DATA
● ● ● ● ●
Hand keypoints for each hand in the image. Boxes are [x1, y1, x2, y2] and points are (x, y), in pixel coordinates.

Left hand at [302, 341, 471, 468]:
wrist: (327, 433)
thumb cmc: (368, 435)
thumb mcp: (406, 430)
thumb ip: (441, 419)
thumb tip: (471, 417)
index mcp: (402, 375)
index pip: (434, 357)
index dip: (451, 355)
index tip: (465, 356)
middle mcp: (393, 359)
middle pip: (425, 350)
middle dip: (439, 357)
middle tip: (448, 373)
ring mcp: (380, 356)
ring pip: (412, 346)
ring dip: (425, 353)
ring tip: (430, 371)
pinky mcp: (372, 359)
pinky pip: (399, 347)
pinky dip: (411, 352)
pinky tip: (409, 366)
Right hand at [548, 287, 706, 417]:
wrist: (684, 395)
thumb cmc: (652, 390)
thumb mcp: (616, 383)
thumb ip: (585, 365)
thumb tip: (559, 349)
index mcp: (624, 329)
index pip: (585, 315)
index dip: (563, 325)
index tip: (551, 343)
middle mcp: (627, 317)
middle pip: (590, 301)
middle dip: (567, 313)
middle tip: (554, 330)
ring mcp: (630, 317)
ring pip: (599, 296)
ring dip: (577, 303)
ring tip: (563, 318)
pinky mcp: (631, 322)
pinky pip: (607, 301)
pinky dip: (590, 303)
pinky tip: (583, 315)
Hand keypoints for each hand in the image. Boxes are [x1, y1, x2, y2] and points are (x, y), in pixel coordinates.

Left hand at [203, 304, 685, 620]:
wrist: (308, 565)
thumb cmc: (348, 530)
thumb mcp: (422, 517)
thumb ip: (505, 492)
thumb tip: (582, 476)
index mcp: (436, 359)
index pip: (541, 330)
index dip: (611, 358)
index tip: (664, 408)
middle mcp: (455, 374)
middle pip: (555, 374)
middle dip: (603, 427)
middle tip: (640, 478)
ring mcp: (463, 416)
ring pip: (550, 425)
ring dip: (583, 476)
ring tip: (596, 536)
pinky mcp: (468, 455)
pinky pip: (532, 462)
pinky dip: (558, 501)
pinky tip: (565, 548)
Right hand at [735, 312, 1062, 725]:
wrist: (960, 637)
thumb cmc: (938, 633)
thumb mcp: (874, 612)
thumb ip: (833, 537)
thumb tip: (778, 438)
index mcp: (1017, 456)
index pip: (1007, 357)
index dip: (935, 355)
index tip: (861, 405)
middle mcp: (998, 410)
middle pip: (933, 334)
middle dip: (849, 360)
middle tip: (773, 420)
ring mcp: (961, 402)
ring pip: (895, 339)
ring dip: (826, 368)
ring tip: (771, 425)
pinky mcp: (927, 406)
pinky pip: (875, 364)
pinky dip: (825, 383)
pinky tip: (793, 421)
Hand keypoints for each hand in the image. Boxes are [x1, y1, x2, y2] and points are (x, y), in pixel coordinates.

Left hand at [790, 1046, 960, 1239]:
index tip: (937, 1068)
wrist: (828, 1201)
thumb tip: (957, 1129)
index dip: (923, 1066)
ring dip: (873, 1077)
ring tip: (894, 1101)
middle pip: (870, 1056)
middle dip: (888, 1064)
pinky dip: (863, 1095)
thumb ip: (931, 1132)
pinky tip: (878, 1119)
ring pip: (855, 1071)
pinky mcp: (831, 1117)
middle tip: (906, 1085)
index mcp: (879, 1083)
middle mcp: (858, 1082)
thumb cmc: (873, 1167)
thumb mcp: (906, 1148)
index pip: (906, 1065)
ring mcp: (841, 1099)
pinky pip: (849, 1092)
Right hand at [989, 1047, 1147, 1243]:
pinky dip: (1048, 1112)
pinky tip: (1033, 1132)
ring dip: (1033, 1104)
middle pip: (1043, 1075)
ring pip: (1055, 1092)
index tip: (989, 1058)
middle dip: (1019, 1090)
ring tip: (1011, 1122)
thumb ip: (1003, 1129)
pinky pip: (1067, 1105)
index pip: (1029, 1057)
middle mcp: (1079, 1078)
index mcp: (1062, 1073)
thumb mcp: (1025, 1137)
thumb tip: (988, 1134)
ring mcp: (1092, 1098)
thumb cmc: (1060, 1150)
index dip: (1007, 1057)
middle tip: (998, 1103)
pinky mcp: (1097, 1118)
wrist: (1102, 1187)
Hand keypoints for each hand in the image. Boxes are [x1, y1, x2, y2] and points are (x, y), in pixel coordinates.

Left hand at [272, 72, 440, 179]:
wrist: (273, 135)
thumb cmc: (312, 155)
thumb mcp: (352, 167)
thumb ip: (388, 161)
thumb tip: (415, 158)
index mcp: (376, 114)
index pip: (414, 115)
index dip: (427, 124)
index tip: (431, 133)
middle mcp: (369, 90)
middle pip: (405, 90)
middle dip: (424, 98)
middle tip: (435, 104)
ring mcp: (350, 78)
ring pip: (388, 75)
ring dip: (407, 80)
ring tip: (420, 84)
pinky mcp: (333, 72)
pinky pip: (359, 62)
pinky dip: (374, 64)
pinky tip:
● ● ● ● ●
YOUR OBJECTIVE
The reply should hold only the lines from the beginning of the listing to the line with "pinky pip: (875, 364)", both ends included, unchanged.

TASK ANSWER
Hand keypoints for each hand in the image. Boxes are [x1, y1, x2, y2] and points are (x, y), in pixel coordinates.

Left hand at [302, 341, 471, 468]:
wrist: (327, 433)
thumb cmc: (368, 435)
thumb mcp: (406, 430)
thumb ip: (441, 419)
thumb tip: (471, 417)
index mcp: (402, 375)
index pip: (434, 357)
index dip: (451, 355)
index tip: (465, 356)
middle mcp: (393, 359)
middle pip: (425, 350)
middle dip: (439, 357)
middle tip: (448, 373)
ring mcp: (380, 356)
ring pip: (412, 346)
ring dip: (425, 353)
ring tip: (430, 371)
pinky mcp: (372, 359)
pinky pip: (399, 347)
pinky dip: (411, 352)
pinky tip: (409, 366)
Right hand at [548, 287, 706, 417]:
wrist: (684, 395)
thumb cmc: (652, 390)
thumb mcp: (616, 383)
thumb ip: (585, 365)
thumb tip: (559, 349)
index mcp: (624, 329)
index pip: (585, 315)
index dip: (563, 325)
index tip: (551, 343)
middle mcp: (627, 317)
middle pip: (590, 301)
middle dip: (567, 313)
middle tip: (554, 330)
ring mcp: (630, 317)
ring pip: (599, 296)
ring dip: (577, 303)
ring tip: (563, 318)
pinky mcp: (631, 322)
pinky pip: (607, 301)
pinky dip: (590, 303)
pinky tip: (583, 315)
Hand keypoints for each hand in the image. Boxes are [x1, y1, x2, y2] and points are (x, y), in pixel coordinates.

Left hand at [203, 304, 685, 620]:
wrist: (308, 565)
thumb cmc: (348, 530)
thumb mcp: (422, 517)
thumb ip: (505, 492)
thumb tip: (582, 476)
index mcp: (436, 359)
index pip: (541, 330)
index dip: (611, 358)
index tip: (664, 408)
middle mcp: (455, 374)
middle pip: (555, 374)
middle dip: (603, 427)
middle tip: (640, 478)
ring mcp: (463, 416)
ring pip: (550, 425)
ring dip: (583, 476)
ring tip: (596, 536)
pinky mcp: (468, 455)
pinky pip: (532, 462)
pinky dip: (558, 501)
pinky tip: (565, 548)
Right hand at [735, 312, 1062, 725]:
wrist: (960, 637)
thumb cmc: (938, 633)
thumb mcp: (874, 612)
thumb ip: (833, 537)
thumb tip: (778, 438)
index mcp: (1017, 456)
index pip: (1007, 357)
index dip: (935, 355)
index tip: (861, 405)
middle mcp: (998, 410)
middle pip: (933, 334)
middle dip: (849, 360)
middle tip: (773, 420)
ring mcp: (961, 402)
ring pip: (895, 339)
ring dip: (826, 368)
ring tip: (771, 425)
pinky mcp: (927, 406)
pinky pip: (875, 364)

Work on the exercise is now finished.